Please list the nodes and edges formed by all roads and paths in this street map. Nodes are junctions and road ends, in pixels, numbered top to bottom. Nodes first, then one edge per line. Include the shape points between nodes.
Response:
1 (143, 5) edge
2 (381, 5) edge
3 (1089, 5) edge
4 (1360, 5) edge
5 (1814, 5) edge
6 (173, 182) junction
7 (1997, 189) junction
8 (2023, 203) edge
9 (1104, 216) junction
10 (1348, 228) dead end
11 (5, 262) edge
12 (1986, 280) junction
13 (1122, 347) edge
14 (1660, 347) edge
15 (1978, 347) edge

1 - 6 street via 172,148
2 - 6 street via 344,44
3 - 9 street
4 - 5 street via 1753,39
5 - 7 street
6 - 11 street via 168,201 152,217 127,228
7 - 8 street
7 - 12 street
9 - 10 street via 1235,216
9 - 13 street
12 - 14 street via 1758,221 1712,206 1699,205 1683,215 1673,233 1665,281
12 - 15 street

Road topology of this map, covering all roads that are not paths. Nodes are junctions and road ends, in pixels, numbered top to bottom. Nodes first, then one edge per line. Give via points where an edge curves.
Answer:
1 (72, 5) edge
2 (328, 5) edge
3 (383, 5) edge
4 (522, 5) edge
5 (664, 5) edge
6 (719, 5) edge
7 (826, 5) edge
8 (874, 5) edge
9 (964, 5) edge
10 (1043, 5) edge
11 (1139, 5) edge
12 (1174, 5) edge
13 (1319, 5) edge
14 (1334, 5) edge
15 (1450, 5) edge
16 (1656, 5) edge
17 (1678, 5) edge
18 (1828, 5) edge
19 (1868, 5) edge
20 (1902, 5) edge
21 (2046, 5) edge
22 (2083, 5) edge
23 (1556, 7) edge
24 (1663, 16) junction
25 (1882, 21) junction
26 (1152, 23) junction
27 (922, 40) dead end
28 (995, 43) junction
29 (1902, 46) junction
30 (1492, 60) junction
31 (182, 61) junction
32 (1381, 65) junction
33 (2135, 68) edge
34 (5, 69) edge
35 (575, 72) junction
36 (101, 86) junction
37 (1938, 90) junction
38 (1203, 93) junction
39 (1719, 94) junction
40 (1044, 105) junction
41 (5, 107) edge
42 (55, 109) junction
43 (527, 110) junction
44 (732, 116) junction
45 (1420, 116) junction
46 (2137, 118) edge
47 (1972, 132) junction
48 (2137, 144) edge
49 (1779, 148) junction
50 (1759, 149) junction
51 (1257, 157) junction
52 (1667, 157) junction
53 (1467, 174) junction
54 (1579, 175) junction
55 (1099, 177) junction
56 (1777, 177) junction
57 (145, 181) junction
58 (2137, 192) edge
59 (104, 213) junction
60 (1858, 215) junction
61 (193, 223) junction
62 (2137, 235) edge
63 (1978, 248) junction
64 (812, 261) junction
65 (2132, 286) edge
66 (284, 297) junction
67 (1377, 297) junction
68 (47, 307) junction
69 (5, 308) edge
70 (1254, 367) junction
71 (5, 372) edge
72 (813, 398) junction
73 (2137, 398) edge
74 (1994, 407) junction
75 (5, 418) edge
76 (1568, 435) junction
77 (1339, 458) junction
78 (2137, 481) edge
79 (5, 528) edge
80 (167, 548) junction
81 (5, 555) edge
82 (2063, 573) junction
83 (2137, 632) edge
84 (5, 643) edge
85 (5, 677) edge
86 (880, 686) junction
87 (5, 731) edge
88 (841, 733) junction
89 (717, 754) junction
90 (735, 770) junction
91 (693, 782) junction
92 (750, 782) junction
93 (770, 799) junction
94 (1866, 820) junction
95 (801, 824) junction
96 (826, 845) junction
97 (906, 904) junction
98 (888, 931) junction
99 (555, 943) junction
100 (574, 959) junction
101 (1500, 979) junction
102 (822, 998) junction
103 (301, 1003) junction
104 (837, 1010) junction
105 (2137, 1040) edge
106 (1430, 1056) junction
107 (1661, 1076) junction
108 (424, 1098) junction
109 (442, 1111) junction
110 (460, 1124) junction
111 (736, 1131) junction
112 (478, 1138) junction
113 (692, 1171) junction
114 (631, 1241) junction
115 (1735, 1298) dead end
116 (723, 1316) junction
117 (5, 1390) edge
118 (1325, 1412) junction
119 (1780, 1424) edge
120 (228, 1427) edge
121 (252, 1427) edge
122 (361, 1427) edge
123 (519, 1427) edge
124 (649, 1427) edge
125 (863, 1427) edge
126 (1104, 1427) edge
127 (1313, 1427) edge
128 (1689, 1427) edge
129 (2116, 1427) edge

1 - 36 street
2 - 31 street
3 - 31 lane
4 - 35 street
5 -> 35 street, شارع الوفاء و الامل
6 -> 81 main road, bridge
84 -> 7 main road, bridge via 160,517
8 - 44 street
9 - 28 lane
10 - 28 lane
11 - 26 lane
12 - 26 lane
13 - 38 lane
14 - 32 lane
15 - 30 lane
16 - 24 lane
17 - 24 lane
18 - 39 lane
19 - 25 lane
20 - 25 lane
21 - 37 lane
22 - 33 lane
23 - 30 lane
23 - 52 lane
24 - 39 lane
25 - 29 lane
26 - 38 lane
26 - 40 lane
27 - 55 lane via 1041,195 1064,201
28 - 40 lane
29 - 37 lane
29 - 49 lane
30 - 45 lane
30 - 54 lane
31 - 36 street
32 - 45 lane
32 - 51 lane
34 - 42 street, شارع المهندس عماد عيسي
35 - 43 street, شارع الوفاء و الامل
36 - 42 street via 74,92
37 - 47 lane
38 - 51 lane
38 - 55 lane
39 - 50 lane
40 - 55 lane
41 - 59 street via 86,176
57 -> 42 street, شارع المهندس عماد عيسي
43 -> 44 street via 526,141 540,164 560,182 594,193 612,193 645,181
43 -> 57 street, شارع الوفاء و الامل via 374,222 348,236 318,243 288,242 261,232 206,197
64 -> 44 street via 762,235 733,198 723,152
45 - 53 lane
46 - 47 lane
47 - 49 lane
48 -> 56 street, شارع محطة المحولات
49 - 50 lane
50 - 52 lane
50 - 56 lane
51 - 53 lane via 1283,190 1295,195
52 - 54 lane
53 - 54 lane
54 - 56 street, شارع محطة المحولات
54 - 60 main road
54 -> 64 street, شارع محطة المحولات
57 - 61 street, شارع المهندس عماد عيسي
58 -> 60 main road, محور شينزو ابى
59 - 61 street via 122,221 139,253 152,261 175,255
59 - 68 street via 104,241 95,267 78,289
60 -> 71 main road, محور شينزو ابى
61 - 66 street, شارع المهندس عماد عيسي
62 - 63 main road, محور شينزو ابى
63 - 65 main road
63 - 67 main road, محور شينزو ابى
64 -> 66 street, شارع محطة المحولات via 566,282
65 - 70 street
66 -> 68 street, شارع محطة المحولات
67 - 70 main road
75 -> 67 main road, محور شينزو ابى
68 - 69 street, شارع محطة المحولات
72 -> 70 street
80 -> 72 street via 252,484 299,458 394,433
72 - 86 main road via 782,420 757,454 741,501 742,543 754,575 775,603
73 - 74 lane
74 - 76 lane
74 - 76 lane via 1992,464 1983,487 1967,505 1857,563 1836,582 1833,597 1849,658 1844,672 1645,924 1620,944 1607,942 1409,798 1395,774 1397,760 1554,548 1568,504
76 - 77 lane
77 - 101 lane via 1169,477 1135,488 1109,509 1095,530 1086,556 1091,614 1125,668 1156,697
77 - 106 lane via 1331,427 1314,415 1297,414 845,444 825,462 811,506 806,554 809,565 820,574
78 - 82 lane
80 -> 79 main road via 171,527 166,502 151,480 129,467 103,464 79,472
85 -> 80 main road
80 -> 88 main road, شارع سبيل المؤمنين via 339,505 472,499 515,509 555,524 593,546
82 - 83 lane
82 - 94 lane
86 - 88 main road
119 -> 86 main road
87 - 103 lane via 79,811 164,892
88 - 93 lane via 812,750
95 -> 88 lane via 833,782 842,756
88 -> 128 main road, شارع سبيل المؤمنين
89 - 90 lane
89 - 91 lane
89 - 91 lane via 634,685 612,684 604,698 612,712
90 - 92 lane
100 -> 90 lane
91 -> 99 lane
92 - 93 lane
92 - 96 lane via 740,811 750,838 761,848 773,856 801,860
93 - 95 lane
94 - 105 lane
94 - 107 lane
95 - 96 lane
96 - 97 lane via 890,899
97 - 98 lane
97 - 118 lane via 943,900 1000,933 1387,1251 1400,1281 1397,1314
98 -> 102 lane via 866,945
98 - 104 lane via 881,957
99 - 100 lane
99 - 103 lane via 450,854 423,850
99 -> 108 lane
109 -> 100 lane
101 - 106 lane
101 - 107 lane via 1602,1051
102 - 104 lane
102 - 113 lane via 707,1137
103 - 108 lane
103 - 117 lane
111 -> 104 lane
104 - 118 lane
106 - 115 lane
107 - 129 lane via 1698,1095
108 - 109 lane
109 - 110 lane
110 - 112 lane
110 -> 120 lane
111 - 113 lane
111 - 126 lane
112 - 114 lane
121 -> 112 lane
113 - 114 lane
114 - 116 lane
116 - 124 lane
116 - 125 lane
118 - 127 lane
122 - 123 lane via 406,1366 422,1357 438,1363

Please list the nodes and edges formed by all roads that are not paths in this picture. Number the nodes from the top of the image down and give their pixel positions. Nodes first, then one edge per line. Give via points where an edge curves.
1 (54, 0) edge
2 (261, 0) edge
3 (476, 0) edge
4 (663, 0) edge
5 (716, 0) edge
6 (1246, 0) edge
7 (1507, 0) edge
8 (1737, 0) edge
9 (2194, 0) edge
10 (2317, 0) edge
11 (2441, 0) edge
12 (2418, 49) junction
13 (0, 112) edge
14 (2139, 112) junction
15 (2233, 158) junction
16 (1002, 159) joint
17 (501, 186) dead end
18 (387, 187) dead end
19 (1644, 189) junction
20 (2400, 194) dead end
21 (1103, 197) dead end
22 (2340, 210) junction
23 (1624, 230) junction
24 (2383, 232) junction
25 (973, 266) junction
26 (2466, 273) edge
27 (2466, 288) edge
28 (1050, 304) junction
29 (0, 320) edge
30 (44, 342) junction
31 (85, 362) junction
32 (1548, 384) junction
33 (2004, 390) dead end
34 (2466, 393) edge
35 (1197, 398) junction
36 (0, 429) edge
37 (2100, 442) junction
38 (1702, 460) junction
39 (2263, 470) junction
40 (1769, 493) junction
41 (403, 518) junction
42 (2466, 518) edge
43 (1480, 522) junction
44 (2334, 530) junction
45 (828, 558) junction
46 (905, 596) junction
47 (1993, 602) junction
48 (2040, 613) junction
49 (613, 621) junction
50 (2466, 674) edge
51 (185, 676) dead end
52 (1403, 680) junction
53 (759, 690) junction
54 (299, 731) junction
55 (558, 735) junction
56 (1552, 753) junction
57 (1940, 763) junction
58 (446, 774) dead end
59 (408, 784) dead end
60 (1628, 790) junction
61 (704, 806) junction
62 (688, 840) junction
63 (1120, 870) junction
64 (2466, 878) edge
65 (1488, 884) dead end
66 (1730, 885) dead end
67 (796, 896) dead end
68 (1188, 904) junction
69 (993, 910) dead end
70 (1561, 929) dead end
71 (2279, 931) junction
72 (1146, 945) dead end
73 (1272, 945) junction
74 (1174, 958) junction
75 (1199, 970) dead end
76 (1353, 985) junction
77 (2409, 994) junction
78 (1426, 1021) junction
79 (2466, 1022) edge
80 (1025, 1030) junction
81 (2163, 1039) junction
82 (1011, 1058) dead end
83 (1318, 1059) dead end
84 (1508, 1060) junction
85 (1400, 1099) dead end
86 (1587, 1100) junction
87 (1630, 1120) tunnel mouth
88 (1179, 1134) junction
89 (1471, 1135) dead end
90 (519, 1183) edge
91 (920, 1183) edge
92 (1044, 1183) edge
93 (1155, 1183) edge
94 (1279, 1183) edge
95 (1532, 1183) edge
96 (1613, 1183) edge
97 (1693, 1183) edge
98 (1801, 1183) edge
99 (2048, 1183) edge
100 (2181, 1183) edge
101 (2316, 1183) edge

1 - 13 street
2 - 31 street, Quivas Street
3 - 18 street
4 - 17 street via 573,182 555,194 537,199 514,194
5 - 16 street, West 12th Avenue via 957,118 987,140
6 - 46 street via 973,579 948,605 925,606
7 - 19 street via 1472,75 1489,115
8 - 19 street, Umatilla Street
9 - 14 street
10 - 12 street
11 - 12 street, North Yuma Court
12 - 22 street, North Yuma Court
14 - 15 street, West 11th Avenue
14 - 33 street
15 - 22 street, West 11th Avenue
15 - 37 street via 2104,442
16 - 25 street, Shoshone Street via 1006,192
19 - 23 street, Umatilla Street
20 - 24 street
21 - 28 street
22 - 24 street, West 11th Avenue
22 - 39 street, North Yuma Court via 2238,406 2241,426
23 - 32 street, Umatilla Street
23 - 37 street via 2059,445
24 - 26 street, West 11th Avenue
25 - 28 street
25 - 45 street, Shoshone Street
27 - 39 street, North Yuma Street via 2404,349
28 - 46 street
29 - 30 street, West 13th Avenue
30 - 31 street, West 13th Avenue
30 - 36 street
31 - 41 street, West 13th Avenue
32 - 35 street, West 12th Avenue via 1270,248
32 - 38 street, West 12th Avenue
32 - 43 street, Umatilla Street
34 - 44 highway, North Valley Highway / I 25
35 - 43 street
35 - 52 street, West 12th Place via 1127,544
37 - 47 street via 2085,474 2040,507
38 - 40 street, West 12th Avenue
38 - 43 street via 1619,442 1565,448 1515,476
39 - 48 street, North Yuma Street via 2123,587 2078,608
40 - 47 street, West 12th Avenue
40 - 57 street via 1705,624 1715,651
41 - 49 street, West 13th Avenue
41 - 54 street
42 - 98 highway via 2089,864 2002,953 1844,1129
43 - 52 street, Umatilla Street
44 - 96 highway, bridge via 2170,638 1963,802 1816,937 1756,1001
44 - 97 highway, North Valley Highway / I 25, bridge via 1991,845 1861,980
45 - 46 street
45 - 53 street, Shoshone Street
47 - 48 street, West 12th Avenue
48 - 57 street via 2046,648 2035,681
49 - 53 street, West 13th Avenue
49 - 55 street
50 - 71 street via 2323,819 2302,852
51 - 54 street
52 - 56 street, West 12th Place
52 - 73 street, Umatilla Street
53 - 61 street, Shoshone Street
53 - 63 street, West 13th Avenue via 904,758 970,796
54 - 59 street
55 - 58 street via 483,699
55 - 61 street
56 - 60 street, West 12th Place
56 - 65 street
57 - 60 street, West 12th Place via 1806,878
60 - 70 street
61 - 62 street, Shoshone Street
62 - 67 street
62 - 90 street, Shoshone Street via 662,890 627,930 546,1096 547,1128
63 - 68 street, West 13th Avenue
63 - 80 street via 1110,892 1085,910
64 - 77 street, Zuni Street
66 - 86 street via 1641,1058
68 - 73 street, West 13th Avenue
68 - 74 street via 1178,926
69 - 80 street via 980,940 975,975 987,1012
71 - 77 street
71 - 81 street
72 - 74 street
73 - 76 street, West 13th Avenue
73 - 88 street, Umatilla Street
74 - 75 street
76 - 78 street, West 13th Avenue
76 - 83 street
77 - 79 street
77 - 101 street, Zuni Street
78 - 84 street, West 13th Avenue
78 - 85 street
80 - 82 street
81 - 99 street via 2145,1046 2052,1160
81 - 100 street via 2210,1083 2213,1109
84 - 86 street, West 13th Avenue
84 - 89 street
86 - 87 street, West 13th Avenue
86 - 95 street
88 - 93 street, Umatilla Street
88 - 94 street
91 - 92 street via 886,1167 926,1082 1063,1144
◆ ◆ ◆ ◆ ◆
* **PROMPT**: Locate and copy each line in the data above that includes the word "this".

* **TASK RESULT**:
Please list the nodes and edges formed by all roads and paths in this street map. Nodes are junctions and road ends, in pixels, numbered top to bottom. Nodes first, then one edge per line. Include the shape points between nodes.
Road topology of this map, covering all roads that are not paths. Nodes are junctions and road ends, in pixels, numbered top to bottom. Nodes first, then one edge per line. Give via points where an edge curves.
Please list the nodes and edges formed by all roads that are not paths in this picture. Number the nodes from the top of the image down and give their pixel positions. Nodes first, then one edge per line. Give via points where an edge curves.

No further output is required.